- [TASK DIRECTIONS]: Search term "Nakasendo": copy each line of the records that contains it.

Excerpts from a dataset
::::::::::
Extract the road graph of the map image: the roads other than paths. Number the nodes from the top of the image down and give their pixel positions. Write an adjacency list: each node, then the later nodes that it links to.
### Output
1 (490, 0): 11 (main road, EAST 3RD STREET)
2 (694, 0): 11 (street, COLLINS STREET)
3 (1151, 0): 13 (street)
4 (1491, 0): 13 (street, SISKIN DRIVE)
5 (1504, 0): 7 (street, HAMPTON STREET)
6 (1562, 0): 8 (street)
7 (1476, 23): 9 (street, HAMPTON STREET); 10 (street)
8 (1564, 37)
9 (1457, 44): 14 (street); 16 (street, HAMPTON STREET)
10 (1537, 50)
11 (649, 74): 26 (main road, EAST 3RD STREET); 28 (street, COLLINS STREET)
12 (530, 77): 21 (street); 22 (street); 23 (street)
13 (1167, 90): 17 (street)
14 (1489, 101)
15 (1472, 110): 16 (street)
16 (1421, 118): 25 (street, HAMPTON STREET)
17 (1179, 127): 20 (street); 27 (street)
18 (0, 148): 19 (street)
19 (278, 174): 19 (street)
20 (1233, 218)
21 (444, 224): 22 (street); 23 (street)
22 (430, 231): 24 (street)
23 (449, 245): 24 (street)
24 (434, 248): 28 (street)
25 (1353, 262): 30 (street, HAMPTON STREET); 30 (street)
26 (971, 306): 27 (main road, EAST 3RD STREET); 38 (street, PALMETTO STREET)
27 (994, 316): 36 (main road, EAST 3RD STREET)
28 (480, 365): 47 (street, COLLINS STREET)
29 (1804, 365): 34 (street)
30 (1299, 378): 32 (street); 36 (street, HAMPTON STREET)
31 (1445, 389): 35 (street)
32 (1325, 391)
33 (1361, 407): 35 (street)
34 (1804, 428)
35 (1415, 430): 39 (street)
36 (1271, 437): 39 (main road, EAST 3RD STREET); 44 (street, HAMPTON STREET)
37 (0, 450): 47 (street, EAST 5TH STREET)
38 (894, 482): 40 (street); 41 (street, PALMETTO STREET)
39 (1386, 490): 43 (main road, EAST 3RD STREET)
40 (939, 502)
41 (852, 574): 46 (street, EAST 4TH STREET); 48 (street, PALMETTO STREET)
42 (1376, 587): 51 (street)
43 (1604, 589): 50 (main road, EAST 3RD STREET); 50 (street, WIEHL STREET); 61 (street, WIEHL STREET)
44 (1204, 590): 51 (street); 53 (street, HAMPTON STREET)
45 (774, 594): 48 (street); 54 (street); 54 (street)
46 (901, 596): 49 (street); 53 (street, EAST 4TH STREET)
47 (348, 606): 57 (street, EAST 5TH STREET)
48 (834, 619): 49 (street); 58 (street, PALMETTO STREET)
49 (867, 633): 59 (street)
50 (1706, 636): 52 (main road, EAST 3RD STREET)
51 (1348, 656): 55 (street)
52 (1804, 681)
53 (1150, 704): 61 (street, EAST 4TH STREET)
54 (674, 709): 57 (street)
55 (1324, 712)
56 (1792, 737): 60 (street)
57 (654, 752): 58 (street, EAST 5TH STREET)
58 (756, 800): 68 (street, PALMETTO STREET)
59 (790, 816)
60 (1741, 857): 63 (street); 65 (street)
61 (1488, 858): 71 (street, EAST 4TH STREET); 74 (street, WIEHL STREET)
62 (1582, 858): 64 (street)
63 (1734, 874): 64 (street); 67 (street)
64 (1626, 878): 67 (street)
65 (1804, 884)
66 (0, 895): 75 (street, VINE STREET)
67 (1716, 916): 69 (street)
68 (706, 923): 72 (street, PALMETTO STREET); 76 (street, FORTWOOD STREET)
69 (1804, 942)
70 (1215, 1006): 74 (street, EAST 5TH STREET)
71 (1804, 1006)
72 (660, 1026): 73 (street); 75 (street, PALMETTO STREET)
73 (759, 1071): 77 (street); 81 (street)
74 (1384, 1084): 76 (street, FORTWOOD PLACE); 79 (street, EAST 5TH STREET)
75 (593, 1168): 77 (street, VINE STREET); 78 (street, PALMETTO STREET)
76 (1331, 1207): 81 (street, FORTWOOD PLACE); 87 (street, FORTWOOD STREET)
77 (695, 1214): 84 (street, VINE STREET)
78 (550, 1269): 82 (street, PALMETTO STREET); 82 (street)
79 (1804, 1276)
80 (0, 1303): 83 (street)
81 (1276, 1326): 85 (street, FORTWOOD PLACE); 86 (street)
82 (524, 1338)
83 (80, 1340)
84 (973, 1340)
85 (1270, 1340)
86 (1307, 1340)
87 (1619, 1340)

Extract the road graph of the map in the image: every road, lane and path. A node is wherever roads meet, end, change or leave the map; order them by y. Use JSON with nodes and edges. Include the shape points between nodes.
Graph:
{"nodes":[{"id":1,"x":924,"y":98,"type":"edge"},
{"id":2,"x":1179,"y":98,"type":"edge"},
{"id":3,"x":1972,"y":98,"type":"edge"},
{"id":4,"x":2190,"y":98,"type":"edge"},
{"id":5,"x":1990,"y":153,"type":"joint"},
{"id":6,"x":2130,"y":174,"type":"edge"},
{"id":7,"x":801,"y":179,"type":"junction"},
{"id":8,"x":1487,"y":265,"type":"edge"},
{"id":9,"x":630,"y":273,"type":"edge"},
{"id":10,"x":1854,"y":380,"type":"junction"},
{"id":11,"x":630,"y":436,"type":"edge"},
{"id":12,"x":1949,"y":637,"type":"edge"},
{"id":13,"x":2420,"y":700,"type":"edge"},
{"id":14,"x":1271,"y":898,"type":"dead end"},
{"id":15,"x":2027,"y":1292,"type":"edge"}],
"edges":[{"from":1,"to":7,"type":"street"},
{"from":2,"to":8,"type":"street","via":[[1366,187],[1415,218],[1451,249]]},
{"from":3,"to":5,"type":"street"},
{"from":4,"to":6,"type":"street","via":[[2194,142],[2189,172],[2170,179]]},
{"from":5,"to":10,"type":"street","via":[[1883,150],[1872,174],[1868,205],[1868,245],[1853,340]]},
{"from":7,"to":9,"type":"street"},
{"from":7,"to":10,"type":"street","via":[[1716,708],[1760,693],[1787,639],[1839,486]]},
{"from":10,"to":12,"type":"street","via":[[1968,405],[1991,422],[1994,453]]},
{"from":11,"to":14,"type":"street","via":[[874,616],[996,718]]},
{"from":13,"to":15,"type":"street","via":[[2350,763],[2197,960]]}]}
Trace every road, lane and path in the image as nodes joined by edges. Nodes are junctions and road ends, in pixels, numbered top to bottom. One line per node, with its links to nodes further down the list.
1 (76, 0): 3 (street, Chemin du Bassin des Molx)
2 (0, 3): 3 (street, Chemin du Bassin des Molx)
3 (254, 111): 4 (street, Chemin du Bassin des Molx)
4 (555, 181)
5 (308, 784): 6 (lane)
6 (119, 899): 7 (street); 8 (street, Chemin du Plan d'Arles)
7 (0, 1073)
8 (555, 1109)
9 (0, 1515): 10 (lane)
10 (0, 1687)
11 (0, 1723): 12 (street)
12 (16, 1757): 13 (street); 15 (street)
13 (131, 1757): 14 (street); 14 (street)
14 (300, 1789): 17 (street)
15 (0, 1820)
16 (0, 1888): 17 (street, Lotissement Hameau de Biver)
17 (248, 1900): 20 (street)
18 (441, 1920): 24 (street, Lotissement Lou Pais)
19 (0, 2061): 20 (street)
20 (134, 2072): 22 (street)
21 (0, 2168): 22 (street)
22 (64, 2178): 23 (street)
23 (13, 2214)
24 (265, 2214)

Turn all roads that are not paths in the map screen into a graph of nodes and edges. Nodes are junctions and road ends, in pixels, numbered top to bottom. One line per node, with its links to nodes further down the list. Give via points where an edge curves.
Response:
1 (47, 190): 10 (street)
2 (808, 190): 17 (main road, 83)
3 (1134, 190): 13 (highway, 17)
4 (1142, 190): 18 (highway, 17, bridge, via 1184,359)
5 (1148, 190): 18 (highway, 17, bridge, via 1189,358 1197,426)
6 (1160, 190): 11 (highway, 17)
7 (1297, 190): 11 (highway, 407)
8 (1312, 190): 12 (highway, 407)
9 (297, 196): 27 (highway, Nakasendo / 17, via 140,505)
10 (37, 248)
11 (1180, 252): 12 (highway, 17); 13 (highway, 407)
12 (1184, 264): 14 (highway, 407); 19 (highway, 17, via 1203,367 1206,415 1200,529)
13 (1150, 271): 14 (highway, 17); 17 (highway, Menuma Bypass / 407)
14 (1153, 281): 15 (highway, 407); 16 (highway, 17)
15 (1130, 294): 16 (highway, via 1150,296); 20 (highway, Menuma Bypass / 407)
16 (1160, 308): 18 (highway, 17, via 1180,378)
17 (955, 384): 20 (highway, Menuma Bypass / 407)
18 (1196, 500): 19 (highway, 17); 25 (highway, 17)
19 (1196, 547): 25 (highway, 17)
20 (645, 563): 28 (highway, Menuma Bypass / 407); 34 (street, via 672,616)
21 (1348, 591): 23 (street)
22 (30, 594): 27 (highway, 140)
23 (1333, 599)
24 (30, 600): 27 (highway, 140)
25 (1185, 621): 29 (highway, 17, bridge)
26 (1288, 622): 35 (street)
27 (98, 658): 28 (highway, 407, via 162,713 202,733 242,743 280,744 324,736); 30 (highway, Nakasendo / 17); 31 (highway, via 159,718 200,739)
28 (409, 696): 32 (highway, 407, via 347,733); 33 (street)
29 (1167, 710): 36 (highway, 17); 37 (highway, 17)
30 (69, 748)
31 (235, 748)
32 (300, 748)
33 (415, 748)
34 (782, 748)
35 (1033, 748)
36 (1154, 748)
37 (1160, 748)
::::::::::
- [TASK RESULT]:
9 (297, 196): 27 (highway, Nakasendo / 17, via 140,505)
27 (98, 658): 28 (highway, 407, via 162,713 202,733 242,743 280,744 324,736); 30 (highway, Nakasendo / 17); 31 (highway, via 159,718 200,739)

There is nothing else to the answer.